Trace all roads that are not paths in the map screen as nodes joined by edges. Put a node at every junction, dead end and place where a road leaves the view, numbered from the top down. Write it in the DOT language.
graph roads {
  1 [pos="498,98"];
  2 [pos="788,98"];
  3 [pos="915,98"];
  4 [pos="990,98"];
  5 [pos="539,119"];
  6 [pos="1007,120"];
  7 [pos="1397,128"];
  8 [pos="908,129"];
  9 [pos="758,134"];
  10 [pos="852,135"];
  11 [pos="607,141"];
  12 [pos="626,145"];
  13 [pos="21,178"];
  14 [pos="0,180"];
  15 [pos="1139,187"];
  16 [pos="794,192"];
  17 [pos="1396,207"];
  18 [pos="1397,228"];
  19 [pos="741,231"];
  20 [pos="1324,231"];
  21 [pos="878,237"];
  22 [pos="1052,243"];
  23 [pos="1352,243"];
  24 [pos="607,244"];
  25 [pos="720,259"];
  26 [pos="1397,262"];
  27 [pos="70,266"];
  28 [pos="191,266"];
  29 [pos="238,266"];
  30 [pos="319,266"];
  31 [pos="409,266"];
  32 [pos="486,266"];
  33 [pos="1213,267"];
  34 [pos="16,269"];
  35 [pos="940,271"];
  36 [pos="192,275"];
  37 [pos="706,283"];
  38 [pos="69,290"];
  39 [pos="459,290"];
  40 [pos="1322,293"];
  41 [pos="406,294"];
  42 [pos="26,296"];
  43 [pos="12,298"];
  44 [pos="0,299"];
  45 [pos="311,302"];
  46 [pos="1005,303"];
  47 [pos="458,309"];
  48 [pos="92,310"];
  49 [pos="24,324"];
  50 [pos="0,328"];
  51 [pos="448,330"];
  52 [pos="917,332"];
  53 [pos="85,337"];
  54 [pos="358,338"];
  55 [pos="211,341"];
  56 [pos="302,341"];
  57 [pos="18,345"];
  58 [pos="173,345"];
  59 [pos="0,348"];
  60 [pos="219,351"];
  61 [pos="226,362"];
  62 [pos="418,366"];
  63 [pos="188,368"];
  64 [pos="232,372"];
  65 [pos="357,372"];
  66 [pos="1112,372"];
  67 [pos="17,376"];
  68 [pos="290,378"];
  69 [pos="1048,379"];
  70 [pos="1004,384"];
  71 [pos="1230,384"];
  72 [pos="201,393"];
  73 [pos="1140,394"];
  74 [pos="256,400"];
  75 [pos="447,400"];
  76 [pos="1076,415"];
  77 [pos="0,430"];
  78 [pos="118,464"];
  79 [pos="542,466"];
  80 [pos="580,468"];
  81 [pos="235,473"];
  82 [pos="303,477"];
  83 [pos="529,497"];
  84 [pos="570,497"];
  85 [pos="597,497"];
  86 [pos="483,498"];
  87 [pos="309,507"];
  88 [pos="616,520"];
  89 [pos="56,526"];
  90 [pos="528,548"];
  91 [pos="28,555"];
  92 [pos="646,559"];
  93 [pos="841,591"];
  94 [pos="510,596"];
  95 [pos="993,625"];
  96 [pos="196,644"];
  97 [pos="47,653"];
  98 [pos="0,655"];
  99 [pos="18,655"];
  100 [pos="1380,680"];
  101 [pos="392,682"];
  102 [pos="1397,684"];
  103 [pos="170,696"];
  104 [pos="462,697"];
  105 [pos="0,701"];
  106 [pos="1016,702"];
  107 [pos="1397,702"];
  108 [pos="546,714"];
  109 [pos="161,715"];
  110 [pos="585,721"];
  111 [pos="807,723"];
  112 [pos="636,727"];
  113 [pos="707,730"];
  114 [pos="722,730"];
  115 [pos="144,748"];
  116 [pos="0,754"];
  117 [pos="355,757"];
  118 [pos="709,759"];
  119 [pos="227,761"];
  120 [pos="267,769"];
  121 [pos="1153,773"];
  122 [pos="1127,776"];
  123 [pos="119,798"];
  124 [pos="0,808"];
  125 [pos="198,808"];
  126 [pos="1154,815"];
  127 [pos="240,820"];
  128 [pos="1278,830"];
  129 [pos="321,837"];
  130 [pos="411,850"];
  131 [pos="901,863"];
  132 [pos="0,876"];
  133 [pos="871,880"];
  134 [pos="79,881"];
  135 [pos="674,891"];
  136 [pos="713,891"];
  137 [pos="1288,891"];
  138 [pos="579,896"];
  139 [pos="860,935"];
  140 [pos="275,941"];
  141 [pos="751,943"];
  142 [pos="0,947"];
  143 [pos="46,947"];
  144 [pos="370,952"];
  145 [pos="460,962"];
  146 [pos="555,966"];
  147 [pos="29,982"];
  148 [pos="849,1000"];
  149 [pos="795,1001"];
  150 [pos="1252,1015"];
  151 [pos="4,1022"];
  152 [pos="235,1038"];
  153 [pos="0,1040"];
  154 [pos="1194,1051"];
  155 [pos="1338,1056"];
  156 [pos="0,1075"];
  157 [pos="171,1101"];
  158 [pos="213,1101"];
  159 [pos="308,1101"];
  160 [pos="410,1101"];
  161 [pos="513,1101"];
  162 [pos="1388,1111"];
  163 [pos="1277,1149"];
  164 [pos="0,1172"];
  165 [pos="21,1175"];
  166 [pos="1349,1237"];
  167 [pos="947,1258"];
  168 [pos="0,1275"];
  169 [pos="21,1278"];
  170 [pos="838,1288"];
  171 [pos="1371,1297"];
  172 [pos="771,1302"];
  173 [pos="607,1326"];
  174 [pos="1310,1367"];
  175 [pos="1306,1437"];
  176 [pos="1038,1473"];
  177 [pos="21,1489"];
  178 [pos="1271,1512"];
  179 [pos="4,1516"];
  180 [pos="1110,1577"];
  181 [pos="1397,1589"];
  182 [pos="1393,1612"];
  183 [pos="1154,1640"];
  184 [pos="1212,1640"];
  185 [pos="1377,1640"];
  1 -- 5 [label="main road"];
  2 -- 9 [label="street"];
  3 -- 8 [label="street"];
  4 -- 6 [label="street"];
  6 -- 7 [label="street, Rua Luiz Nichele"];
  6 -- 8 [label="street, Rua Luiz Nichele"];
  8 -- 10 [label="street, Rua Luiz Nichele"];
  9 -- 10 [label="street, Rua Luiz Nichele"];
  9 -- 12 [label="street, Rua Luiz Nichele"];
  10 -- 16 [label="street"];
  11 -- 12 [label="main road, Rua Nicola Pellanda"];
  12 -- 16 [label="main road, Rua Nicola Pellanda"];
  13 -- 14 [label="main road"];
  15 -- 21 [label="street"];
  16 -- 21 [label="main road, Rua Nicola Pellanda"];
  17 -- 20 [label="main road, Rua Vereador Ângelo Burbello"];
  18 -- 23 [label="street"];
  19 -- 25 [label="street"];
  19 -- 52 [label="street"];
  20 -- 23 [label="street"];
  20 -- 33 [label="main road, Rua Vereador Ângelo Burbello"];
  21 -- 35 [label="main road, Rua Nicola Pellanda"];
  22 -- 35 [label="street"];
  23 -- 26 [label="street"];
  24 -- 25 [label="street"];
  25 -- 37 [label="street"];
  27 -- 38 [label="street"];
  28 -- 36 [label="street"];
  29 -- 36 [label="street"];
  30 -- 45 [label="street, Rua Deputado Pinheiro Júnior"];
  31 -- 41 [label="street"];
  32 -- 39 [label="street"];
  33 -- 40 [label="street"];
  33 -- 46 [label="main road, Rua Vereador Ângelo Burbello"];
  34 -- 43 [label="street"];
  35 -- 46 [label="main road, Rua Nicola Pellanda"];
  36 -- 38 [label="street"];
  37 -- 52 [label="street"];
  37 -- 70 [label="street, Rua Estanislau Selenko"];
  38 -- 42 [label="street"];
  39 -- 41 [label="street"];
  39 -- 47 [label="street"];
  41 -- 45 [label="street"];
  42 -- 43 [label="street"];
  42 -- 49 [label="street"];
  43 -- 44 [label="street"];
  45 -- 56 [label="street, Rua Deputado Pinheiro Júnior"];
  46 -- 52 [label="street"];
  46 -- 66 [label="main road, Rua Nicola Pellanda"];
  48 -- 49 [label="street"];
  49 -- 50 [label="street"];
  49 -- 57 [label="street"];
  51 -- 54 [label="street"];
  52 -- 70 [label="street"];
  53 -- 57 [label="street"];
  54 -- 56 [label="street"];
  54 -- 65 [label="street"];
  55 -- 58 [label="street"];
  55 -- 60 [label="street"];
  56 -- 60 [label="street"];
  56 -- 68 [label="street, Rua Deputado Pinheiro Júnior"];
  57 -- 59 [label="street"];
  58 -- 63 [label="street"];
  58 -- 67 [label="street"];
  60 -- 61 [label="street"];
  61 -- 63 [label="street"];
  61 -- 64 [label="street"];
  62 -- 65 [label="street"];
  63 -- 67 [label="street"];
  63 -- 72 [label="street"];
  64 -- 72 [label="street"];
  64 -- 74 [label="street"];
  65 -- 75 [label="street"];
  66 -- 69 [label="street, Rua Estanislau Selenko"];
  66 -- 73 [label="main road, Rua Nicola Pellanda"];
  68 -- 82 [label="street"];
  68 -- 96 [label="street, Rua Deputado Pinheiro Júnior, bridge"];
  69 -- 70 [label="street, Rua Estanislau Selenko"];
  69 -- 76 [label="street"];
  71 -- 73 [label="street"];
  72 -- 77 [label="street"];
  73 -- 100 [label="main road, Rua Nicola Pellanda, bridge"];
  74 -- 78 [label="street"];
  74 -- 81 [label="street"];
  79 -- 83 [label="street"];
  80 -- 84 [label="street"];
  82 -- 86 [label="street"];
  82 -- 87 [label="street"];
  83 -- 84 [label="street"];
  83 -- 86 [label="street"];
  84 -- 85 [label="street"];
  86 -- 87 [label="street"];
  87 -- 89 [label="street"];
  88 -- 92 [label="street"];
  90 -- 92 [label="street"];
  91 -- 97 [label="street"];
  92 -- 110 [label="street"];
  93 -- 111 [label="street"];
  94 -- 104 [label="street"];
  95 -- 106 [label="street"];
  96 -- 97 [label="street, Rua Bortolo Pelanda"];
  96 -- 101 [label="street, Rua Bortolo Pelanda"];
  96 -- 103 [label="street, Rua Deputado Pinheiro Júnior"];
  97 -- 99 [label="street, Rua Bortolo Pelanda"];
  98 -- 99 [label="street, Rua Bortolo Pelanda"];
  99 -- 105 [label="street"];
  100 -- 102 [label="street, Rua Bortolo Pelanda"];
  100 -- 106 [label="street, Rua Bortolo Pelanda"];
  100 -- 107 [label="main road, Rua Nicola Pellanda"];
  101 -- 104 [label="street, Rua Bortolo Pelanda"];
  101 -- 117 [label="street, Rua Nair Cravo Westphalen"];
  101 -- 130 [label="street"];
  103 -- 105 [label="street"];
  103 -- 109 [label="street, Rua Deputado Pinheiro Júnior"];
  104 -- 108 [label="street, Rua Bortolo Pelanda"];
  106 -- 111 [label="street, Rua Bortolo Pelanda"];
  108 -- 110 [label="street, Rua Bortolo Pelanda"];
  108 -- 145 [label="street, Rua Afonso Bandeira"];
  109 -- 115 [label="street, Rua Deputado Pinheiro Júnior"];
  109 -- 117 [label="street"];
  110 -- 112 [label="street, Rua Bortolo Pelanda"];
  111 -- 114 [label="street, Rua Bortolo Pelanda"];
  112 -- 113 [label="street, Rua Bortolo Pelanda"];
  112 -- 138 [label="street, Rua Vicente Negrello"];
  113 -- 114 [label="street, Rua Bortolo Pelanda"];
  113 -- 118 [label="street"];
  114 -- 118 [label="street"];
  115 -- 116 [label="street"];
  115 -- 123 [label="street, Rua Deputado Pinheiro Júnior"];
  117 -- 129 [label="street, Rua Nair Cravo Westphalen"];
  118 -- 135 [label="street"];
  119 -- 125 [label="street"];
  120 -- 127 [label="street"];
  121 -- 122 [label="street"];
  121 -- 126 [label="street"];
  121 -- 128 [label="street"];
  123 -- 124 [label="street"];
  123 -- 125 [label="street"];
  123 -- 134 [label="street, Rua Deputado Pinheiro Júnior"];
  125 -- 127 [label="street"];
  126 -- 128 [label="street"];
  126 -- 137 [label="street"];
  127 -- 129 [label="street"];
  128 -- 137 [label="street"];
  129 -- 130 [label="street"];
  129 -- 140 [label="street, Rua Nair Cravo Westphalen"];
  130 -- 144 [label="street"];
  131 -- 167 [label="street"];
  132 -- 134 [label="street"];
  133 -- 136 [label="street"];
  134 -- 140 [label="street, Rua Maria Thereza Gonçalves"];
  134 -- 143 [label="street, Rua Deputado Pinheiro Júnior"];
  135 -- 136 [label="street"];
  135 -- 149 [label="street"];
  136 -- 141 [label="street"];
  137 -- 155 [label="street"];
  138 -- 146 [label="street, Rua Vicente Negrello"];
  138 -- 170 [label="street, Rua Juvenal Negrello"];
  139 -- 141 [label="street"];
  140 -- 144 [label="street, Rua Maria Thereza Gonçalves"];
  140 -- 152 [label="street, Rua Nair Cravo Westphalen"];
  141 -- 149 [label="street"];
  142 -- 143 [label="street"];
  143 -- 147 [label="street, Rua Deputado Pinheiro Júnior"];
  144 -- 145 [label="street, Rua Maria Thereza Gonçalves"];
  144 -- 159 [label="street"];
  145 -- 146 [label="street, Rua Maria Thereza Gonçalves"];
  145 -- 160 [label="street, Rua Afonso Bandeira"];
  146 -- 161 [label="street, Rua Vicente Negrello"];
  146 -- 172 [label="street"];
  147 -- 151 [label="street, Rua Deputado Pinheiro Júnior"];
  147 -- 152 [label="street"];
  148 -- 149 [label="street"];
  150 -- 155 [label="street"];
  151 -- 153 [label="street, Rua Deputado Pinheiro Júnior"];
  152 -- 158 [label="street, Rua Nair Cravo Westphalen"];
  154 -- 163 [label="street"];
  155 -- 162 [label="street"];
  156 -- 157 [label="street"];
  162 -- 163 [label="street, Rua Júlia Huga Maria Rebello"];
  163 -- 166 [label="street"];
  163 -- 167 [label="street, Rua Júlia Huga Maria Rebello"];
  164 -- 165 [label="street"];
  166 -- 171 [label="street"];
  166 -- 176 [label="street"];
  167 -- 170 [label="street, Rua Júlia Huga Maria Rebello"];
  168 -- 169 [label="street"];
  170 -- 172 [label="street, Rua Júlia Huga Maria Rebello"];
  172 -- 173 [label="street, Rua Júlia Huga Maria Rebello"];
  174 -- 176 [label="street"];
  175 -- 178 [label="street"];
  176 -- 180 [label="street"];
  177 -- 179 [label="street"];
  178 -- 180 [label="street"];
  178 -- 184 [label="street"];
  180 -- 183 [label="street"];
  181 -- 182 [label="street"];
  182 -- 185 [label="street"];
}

☆ ☆ ☆ ☆

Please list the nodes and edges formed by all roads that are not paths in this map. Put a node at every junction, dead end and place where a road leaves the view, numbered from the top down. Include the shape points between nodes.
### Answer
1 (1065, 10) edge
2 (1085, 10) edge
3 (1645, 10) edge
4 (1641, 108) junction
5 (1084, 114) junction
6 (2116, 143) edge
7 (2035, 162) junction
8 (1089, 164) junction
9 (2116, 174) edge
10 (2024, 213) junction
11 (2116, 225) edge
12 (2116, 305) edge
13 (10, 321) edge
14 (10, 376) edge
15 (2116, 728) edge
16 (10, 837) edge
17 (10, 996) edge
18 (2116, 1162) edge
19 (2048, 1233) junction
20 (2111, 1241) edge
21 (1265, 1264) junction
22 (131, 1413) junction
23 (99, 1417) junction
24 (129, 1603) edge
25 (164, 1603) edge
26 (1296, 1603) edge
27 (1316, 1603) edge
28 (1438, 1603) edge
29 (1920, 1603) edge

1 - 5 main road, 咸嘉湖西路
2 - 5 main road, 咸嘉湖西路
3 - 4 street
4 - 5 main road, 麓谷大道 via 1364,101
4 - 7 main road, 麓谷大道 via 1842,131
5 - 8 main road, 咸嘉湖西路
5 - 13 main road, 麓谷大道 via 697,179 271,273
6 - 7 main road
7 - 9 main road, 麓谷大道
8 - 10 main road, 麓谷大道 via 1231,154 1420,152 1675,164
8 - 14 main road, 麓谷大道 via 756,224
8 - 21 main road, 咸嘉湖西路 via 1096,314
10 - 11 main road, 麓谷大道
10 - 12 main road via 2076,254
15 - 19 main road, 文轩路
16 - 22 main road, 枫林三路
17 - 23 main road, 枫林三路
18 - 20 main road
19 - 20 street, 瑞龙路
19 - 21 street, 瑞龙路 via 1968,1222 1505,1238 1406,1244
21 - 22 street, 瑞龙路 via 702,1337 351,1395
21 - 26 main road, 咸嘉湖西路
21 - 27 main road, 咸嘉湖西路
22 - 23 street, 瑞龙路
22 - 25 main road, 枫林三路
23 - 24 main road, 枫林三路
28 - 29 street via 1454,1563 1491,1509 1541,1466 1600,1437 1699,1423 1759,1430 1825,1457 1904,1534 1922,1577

☆ ☆ ☆ ☆

*Exercise details:* List all lines from the entries that include the word "Estanislau".

*Finished exercise:*
  37 -- 70 [label="street, Rua Estanislau Selenko"];
  66 -- 69 [label="street, Rua Estanislau Selenko"];
  69 -- 70 [label="street, Rua Estanislau Selenko"];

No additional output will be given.